West Texas Intermediate crude put on 2 cents, ending at $43.47 per barrel. Brent crude ended 67 cents, or 1.38%, higher at $49.14.

In the oil and gas space, a trader said SandRidge Energy Inc.’s 7½% notes due 2021 edged up a quarter-point to 79¼.

However, another market source deemed the issue off over a point at 68¾.

Samson Investments Co.’s 9¾% notes due 2020 were also a tad higher, closing around 31 3/8, the trader said.

Also, Midstates Petroleum Co. Inc.’s 9¼% notes due 2021 rose almost a point to 52¼, while Energy XXI Gulf Coast Inc.’s 9¼% notes due 2017 gained half a point to 56.

Among oil services providers, Key Energy Services’ 6¾% notes due 2021 improved half a point to 61, and CGG SA’s 6½% notes due 2021 held steady at 77.

Fortescue on the move

Fortescue Metals Group is a “good value” for a potential takeover, according to Nev Power, the company’s chief executive, in an interview with PM, an Australian news radio station.
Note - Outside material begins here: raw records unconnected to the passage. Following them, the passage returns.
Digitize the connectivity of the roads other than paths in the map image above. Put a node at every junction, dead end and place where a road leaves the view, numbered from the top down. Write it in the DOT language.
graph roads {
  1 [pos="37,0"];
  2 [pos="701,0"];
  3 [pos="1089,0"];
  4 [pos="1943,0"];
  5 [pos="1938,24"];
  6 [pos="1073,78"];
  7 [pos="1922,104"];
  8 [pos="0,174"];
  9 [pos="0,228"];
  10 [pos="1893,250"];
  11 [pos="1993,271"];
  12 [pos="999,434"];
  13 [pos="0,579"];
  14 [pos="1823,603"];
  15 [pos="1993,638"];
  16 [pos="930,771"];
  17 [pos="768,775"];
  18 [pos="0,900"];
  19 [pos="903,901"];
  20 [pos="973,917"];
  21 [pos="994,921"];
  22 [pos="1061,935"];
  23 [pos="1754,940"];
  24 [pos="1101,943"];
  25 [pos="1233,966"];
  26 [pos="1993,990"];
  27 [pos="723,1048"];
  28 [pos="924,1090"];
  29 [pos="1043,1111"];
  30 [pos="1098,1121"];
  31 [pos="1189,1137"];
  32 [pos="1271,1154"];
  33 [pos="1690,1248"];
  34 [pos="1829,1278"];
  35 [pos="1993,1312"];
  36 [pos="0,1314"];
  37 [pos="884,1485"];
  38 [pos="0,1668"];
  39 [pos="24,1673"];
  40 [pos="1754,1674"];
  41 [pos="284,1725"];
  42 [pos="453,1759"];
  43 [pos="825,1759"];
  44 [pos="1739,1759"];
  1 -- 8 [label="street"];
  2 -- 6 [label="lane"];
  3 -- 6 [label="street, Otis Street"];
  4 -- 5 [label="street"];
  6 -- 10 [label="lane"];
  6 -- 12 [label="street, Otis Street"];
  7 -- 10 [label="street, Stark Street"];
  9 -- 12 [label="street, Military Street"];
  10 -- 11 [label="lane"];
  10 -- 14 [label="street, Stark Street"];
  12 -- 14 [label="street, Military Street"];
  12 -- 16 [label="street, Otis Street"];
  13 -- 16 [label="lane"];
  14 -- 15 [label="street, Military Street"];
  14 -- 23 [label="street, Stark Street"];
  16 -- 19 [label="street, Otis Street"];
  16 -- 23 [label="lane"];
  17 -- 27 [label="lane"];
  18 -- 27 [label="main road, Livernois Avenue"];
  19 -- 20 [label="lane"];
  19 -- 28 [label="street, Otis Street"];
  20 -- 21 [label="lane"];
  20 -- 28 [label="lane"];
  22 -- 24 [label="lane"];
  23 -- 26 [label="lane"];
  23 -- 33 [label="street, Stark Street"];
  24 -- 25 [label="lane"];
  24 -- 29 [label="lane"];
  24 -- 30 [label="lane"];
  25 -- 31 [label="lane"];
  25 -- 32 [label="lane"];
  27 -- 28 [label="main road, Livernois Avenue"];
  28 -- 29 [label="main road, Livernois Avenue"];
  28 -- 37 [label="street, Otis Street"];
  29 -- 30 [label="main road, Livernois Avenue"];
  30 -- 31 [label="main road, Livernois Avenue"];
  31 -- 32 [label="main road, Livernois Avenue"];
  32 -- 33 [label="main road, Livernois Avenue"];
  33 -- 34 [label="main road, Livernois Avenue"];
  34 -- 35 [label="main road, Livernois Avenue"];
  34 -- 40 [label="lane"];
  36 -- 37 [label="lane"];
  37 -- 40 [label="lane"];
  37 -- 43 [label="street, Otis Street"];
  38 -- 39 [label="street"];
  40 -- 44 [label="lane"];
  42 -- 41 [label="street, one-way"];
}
“I think we represent very good value in today’s market because we have a very low price [to] earnings ratio, even compared to other industry participants,” he said. “I think we will see more people buying into our share registry who are long-term value investors.”

On the heels of that, the iron ore mining company’s debt was moving higher.

A trader said the 6 7/8% notes due 2022 gained 1½ points to 79½.

Another market source saw the 6% notes due 2017 at 97½ bid, up a deuce.

To back up his statements, Power noted that FMG has cut costs, which has been further helped by a decline in the Australian dollar, lower oil prices and freight prices.

Among the company’s sector peers, Cliffs Natural Resources Inc. was weaker in trading.

A trader said the 3.95% notes due 2018 fell 1½ points to 82½, as the 4 7/8% notes due 2021 slid over 2½ points to 70¼.